PPARδ Activation Rescues Pancreatic β-Cell Line INS-1E from Palmitate-Induced Endoplasmic Reticulum Stress through Enhanced Fatty Acid Oxidation

One of the key factors responsible for the development of type 2 diabetes is the loss of functional pancreatic beta cells. This occurs due to a chronic exposure to a high fatty acid environment. ER stress is caused by an accumulation of irreversible misfold or unfold protein: these trigger the death of functional pancreatic beta cells. PPAR delta is an orphan nuclear receptor. It plays a pivotal role in regulating the metabolism of dietary lipids and fats. However, the correlation between PPAR delta of fatty acids and ER stress of pancreatic beta cells is not quite clear till date. Here, we show that PPAR delta attenuates palmitate-induced ER stress of pancreatic beta cells.
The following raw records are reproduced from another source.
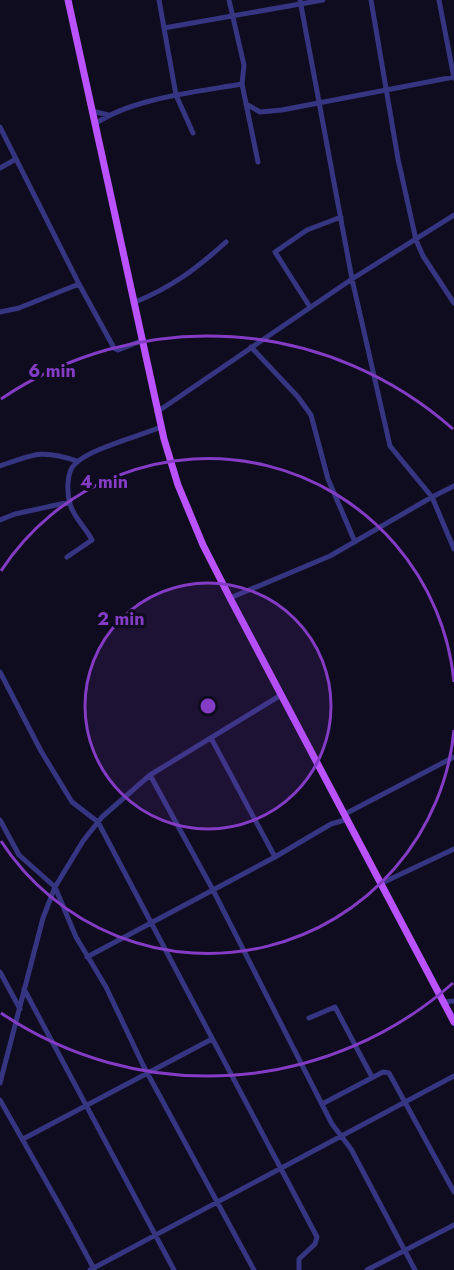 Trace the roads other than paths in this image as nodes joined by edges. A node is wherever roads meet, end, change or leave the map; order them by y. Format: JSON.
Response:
{"nodes":[{"id":1,"x":68,"y":0,"type":"edge"},
{"id":2,"x":159,"y":0,"type":"edge"},
{"id":3,"x":229,"y":0,"type":"edge"},
{"id":4,"x":323,"y":0,"type":"edge"},
{"id":5,"x":371,"y":0,"type":"edge"},
{"id":6,"x":439,"y":0,"type":"edge"},
{"id":7,"x":300,"y":2,"type":"edge"},
{"id":8,"x":231,"y":16,"type":"junction"},
{"id":9,"x":164,"y":28,"type":"junction"},
{"id":10,"x":454,"y":78,"type":"edge"},
{"id":11,"x":242,"y":84,"type":"junction"},
{"id":12,"x":386,"y":90,"type":"junction"},
{"id":13,"x":176,"y":95,"type":"junction"},
{"id":14,"x":319,"y":103,"type":"junction"},
{"id":15,"x":246,"y":104,"type":"junction"},
{"id":16,"x":92,"y":111,"type":"junction"},
{"id":17,"x":108,"y":115,"type":"junction"},
{"id":18,"x":95,"y":124,"type":"junction"},
{"id":19,"x":0,"y":127,"type":"edge"},
{"id":20,"x":193,"y":133,"type":"dead end"},
{"id":21,"x":16,"y":159,"type":"junction"},
{"id":22,"x":258,"y":162,"type":"dead end"},
{"id":23,"x":0,"y":168,"type":"edge"},
{"id":24,"x":454,"y":215,"type":"edge"},
{"id":25,"x":341,"y":217,"type":"junction"},
{"id":26,"x":416,"y":240,"type":"junction"},
{"id":27,"x":226,"y":242,"type":"dead end"},
{"id":28,"x":352,"y":279,"type":"junction"},
{"id":29,"x":79,"y":284,"type":"junction"},
{"id":30,"x":133,"y":303,"type":"junction"},
{"id":31,"x":454,"y":303,"type":"edge"},
{"id":32,"x":310,"y":307,"type":"junction"},
{"id":33,"x":0,"y":312,"type":"edge"},
{"id":34,"x":141,"y":341,"type":"junction"},
{"id":35,"x":251,"y":347,"type":"junction"},
{"id":36,"x":157,"y":412,"type":"junction"},
{"id":37,"x":161,"y":427,"type":"junction"},
{"id":38,"x":77,"y":461,"type":"junction"},
{"id":39,"x":0,"y":466,"type":"edge"},
{"id":40,"x":454,"y":486,"type":"edge"},
{"id":41,"x":432,"y":497,"type":"junction"},
{"id":42,"x":69,"y":502,"type":"junction"},
{"id":43,"x":0,"y":520,"type":"edge"},
{"id":44,"x":452,"y":538,"type":"edge"},
{"id":45,"x":355,"y":542,"type":"junction"},
{"id":46,"x":454,"y":549,"type":"edge"},
{"id":47,"x":67,"y":557,"type":"dead end"},
{"id":48,"x":230,"y":598,"type":"junction"},
{"id":49,"x":0,"y":672,"type":"edge"},
{"id":50,"x":281,"y":695,"type":"junction"},
{"id":51,"x":211,"y":738,"type":"junction"},
{"id":52,"x":454,"y":757,"type":"edge"},
{"id":53,"x":150,"y":775,"type":"junction"},
{"id":54,"x":346,"y":817,"type":"junction"},
{"id":55,"x":0,"y":820,"type":"edge"},
{"id":56,"x":98,"y":822,"type":"junction"},
{"id":57,"x":454,"y":849,"type":"edge"},
{"id":58,"x":275,"y":857,"type":"junction"},
{"id":59,"x":382,"y":884,"type":"junction"},
{"id":60,"x":55,"y":887,"type":"junction"},
{"id":61,"x":213,"y":890,"type":"junction"},
{"id":62,"x":150,"y":924,"type":"junction"},
{"id":63,"x":87,"y":957,"type":"junction"},
{"id":64,"x":0,"y":972,"type":"edge"},
{"id":65,"x":24,"y":989,"type":"junction"},
{"id":66,"x":454,"y":1001,"type":"edge"},
{"id":67,"x":444,"y":1002,"type":"junction"},
{"id":68,"x":20,"y":1009,"type":"junction"},
{"id":69,"x":309,"y":1018,"type":"dead end"},
{"id":70,"x":454,"y":1022,"type":"edge"},
{"id":71,"x":212,"y":1039,"type":"junction"},
{"id":72,"x":147,"y":1074,"type":"junction"},
{"id":73,"x":454,"y":1076,"type":"edge"},
{"id":74,"x":372,"y":1077,"type":"junction"},
{"id":75,"x":0,"y":1083,"type":"edge"},
{"id":76,"x":0,"y":1100,"type":"edge"},
{"id":77,"x":405,"y":1102,"type":"junction"},
{"id":78,"x":322,"y":1104,"type":"junction"},
{"id":79,"x":86,"y":1106,"type":"junction"},
{"id":80,"x":341,"y":1136,"type":"junction"},
{"id":81,"x":23,"y":1139,"type":"junction"},
{"id":82,"x":281,"y":1168,"type":"junction"},
{"id":83,"x":454,"y":1192,"type":"edge"},
{"id":84,"x":217,"y":1202,"type":"junction"},
{"id":85,"x":454,"y":1225,"type":"edge"},
{"id":86,"x":155,"y":1235,"type":"junction"},
{"id":87,"x":405,"y":1251,"type":"junction"},
{"id":88,"x":92,"y":1270,"type":"edge"},
{"id":89,"x":174,"y":1270,"type":"edge"},
{"id":90,"x":254,"y":1270,"type":"edge"},
{"id":91,"x":299,"y":1270,"type":"edge"},
{"id":92,"x":367,"y":1270,"type":"edge"},
{"id":93,"x":415,"y":1270,"type":"edge"}],
"edges":[{"from":1,"to":16,"type":"main road"},
{"from":2,"to":9,"type":"street"},
{"from":3,"to":8,"type":"street"},
{"from":4,"to":7,"type":"street"},
{"from":5,"to":12,"type":"street"},
{"from":6,"to":10,"type":"street"},
{"from":7,"to":8,"type":"street"},
{"from":7,"to":14,"type":"street"},
{"from":8,"to":9,"type":"street"},
{"from":8,"to":11,"type":"street"},
{"from":9,"to":13,"type":"street"},
{"from":10,"to":12,"type":"street"},
{"from":11,"to":13,"type":"street"},
{"from":11,"to":15,"type":"street"},
{"from":12,"to":14,"type":"street"},
{"from":12,"to":26,"type":"street"},
{"from":13,"to":17,"type":"street"},
{"from":13,"to":20,"type":"street"},
{"from":14,"to":15,"type":"street"},
{"from":14,"to":25,"type":"street"},
{"from":15,"to":22,"type":"street"},
{"from":16,"to":17,"type":"street"},
{"from":16,"to":18,"type":"main road"},
{"from":17,"to":18,"type":"street"},
{"from":18,"to":30,"type":"main road"},
{"from":19,"to":21,"type":"street"},
{"from":21,"to":23,"type":"street"},
{"from":21,"to":29,"type":"street"},
{"from":24,"to":26,"type":"street"},
{"from":25,"to":28,"type":"street"},
{"from":25,"to":32,"type":"street"},
{"from":26,"to":28,"type":"street"},
{"from":26,"to":31,"type":"street"},
{"from":27,"to":30,"type":"street"},
{"from":28,"to":32,"type":"street"},
{"from":28,"to":41,"type":"street"},
{"from":29,"to":33,"type":"street"},
{"from":29,"to":34,"type":"street"},
{"from":30,"to":34,"type":"main road"},
{"from":32,"to":35,"type":"street"},
{"from":34,"to":36,"type":"main road"},
{"from":35,"to":36,"type":"street"},
{"from":35,"to":45,"type":"street"},
{"from":36,"to":37,"type":"main road"},
{"from":37,"to":38,"type":"street"},
{"from":37,"to":48,"type":"main road"},
{"from":38,"to":39,"type":"street"},
{"from":38,"to":42,"type":"street"},
{"from":40,"to":41,"type":"street"},
{"from":41,"to":44,"type":"street"},
{"from":41,"to":45,"type":"street"},
{"from":42,"to":43,"type":"street"},
{"from":42,"to":47,"type":"street"},
{"from":44,"to":46,"type":"street"},
{"from":45,"to":48,"type":"street"},
{"from":48,"to":50,"type":"main road"},
{"from":49,"to":56,"type":"street"},
{"from":50,"to":51,"type":"street"},
{"from":50,"to":54,"type":"main road"},
{"from":51,"to":53,"type":"street"},
{"from":51,"to":58,"type":"street"},
{"from":52,"to":54,"type":"street"},
{"from":53,"to":56,"type":"street"},
{"from":53,"to":61,"type":"street"},
{"from":54,"to":58,"type":"street"},
{"from":54,"to":59,"type":"main road"},
{"from":55,"to":60,"type":"street"},
{"from":56,"to":60,"type":"street"},
{"from":56,"to":62,"type":"street"},
{"from":57,"to":59,"type":"street"},
{"from":58,"to":61,"type":"street"},
{"from":59,"to":67,"type":"main road"},
{"from":60,"to":63,"type":"street"},
{"from":60,"to":65,"type":"street"},
{"from":61,"to":62,"type":"street"},
{"from":61,"to":78,"type":"street"},
{"from":62,"to":63,"type":"street"},
{"from":62,"to":71,"type":"street"},
{"from":63,"to":72,"type":"street"},
{"from":64,"to":68,"type":"street"},
{"from":65,"to":68,"type":"street"},
{"from":65,"to":79,"type":"street"},
{"from":66,"to":67,"type":"street"},
{"from":67,"to":70,"type":"main road"},
{"from":68,"to":75,"type":"street"},
{"from":69,"to":74,"type":"street"},
{"from":71,"to":72,"type":"street"},
{"from":71,"to":82,"type":"street"},
{"from":72,"to":79,"type":"street"},
{"from":72,"to":84,"type":"street"},
{"from":73,"to":77,"type":"street"},
{"from":74,"to":77,"type":"street"},
{"from":74,"to":78,"type":"street"},
{"from":76,"to":81,"type":"street"},
{"from":77,"to":80,"type":"street"},
{"from":77,"to":83,"type":"street"},
{"from":78,"to":80,"type":"street"},
{"from":79,"to":81,"type":"street"},
{"from":79,"to":86,"type":"street"},
{"from":80,"to":82,"type":"street"},
{"from":80,"to":87,"type":"street"},
{"from":81,"to":88,"type":"street"},
{"from":82,"to":84,"type":"street"},
{"from":82,"to":91,"type":"street"},
{"from":84,"to":86,"type":"street"},
{"from":84,"to":90,"type":"street"},
{"from":85,"to":87,"type":"street"},
{"from":86,"to":88,"type":"street"},
{"from":86,"to":89,"type":"street"},
{"from":87,"to":92,"type":"street"},
{"from":87,"to":93,"type":"street"}]}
On the other hand, PPAR delta agonist inhibits both abnormal changes in ER structure and activation of signaling cascade, which is downstream ER stress. Further, we illustrate that PPAR delta attenuates palmitate-induced ER stress by promoting fatty acid oxidation through treatment with etomoxir, an inhibitor of fatty acid oxidation. It dramatically abolishes PPAR delta-mediated inhibition of ER stress. Finally, we show that PPAR delta could protect pancreatic beta cells from palmitate-induced cell death and dysfunction of insulin secretion. Our work elucidates the protective effect of PPAR delta on the fatty-acid-induced toxicity of pancreatic beta cells.